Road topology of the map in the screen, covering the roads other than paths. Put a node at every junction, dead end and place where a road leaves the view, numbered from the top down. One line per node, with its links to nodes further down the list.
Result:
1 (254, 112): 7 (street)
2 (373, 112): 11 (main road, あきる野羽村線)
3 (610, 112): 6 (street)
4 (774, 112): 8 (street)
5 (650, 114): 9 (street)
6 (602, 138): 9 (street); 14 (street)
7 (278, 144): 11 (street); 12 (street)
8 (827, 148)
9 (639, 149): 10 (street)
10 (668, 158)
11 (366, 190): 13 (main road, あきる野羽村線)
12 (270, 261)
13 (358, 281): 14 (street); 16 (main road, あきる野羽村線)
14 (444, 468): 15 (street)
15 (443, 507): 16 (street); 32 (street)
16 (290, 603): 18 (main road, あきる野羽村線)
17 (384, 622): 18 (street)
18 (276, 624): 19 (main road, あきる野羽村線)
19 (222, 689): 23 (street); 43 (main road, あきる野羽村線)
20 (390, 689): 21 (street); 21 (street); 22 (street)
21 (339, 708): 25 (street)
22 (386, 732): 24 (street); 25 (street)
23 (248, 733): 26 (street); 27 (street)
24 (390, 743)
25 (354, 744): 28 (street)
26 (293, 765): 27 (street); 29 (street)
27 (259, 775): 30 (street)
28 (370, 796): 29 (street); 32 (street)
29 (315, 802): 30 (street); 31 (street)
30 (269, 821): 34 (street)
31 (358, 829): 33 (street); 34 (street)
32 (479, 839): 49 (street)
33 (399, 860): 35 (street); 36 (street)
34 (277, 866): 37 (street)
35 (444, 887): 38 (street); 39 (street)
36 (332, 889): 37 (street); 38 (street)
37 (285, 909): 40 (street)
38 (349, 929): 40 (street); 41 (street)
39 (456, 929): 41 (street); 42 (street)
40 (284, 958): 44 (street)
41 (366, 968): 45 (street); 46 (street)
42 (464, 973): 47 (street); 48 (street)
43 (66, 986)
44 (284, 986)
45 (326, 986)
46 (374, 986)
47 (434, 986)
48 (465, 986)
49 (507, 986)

==

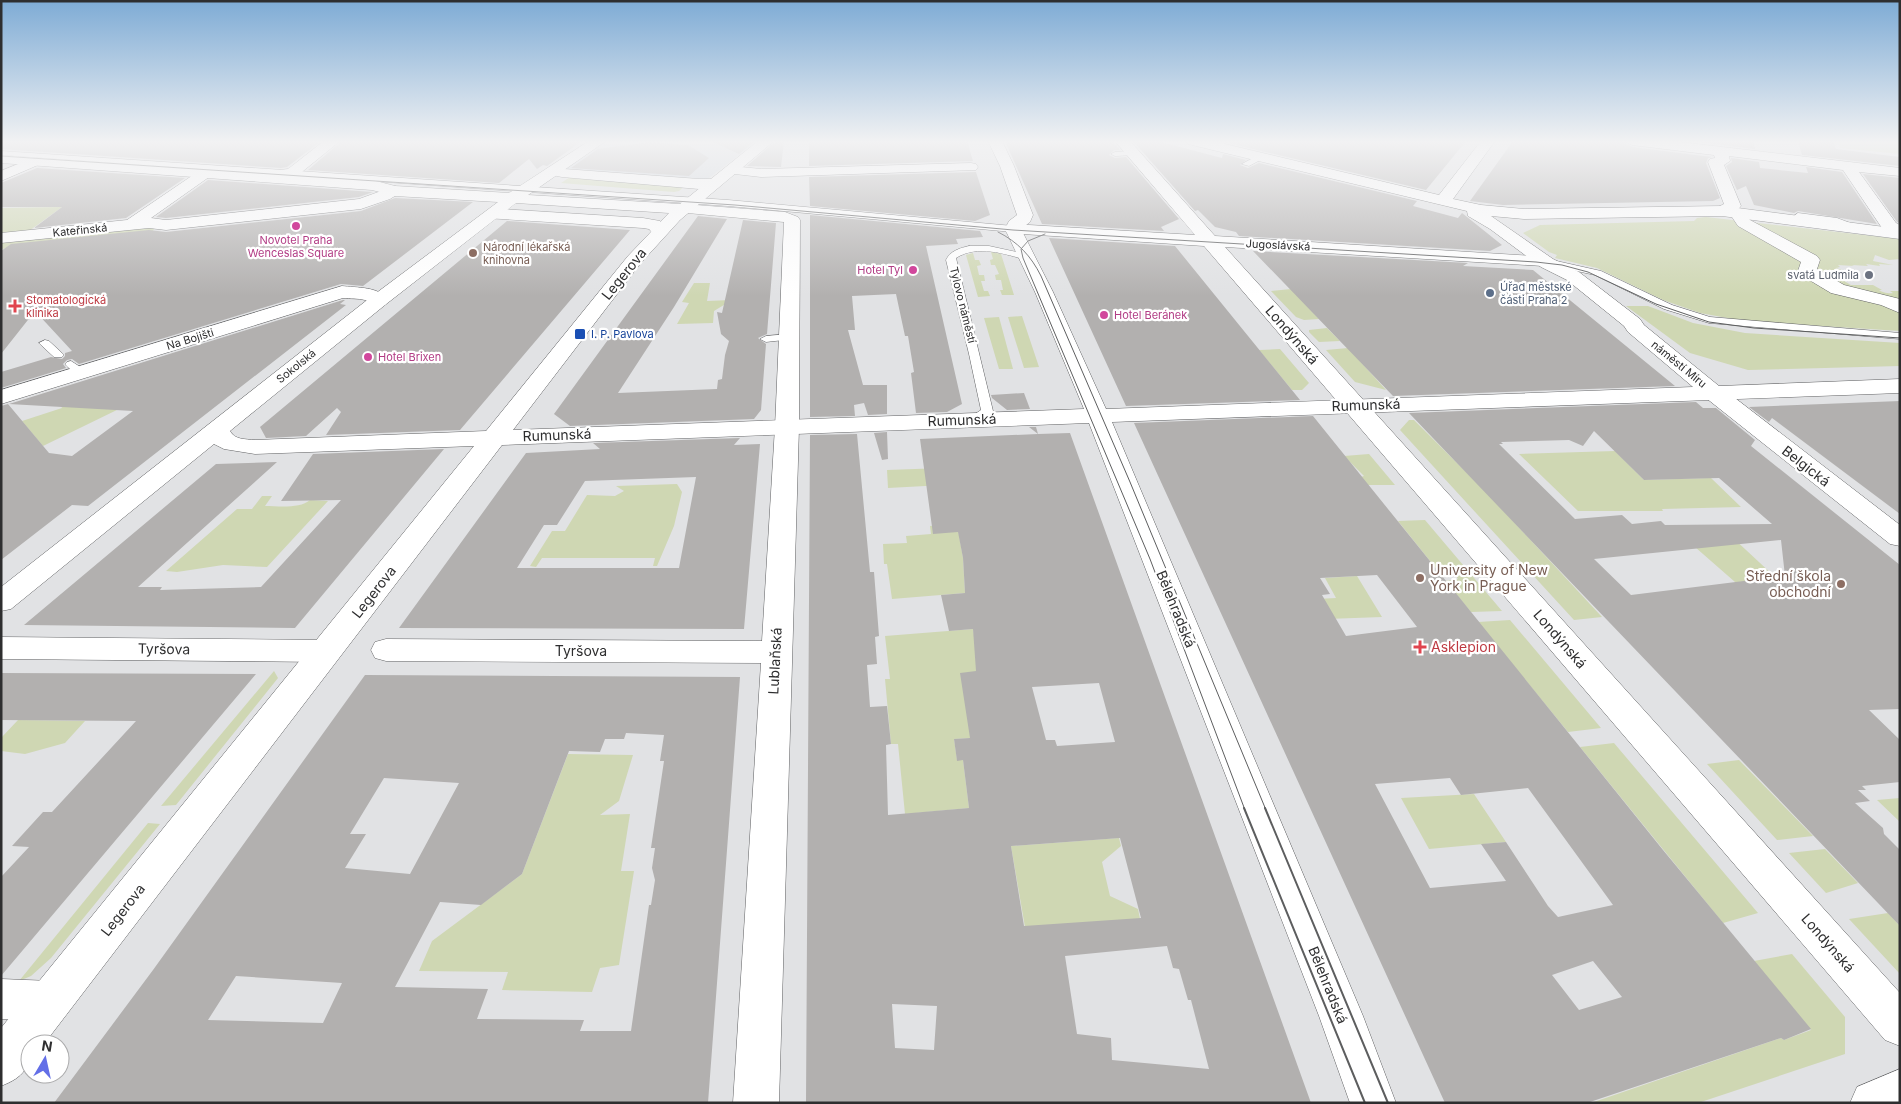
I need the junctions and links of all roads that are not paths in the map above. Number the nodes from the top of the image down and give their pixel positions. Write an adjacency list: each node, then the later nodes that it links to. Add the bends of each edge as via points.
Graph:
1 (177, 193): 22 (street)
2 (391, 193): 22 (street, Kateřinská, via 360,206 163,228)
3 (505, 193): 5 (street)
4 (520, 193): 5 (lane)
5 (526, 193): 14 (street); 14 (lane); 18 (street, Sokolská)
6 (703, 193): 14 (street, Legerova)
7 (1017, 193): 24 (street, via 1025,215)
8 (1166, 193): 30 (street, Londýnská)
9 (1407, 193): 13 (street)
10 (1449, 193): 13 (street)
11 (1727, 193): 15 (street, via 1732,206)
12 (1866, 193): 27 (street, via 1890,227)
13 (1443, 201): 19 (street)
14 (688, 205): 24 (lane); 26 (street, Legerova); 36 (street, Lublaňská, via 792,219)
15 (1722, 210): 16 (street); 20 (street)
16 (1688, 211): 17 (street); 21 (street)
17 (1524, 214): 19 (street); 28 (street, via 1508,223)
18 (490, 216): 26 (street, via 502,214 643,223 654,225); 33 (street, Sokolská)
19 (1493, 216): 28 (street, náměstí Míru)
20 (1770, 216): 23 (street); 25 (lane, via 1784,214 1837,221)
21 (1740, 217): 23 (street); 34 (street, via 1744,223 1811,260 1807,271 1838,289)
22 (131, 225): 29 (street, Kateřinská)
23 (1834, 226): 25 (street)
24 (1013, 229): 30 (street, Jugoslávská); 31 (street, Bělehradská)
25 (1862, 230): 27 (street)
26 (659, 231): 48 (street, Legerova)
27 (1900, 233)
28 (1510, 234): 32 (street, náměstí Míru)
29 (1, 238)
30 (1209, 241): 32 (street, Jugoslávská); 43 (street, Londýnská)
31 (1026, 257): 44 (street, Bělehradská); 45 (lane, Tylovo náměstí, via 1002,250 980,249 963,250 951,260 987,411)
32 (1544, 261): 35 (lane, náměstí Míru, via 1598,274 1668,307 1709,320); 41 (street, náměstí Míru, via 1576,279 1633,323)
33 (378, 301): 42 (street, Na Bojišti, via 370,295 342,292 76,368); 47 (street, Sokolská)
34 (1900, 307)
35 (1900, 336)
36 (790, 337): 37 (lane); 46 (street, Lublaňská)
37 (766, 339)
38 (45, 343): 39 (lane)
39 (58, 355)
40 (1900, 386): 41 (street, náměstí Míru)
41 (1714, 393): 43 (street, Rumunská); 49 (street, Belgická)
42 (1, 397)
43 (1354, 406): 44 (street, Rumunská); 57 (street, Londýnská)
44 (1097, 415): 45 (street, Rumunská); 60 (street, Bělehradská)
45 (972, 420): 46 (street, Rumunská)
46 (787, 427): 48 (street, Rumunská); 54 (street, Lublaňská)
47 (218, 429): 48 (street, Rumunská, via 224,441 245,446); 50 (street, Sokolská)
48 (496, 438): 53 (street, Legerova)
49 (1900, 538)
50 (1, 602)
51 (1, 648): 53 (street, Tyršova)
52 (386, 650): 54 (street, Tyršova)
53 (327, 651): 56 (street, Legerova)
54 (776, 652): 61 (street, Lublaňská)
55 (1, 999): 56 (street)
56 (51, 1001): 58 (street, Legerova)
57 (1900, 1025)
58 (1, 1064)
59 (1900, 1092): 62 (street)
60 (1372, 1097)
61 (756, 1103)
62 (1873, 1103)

■ Required work
Please state how many lines in the listing hold the string "Bělehradská", giving the number alone.

■ The completed task
3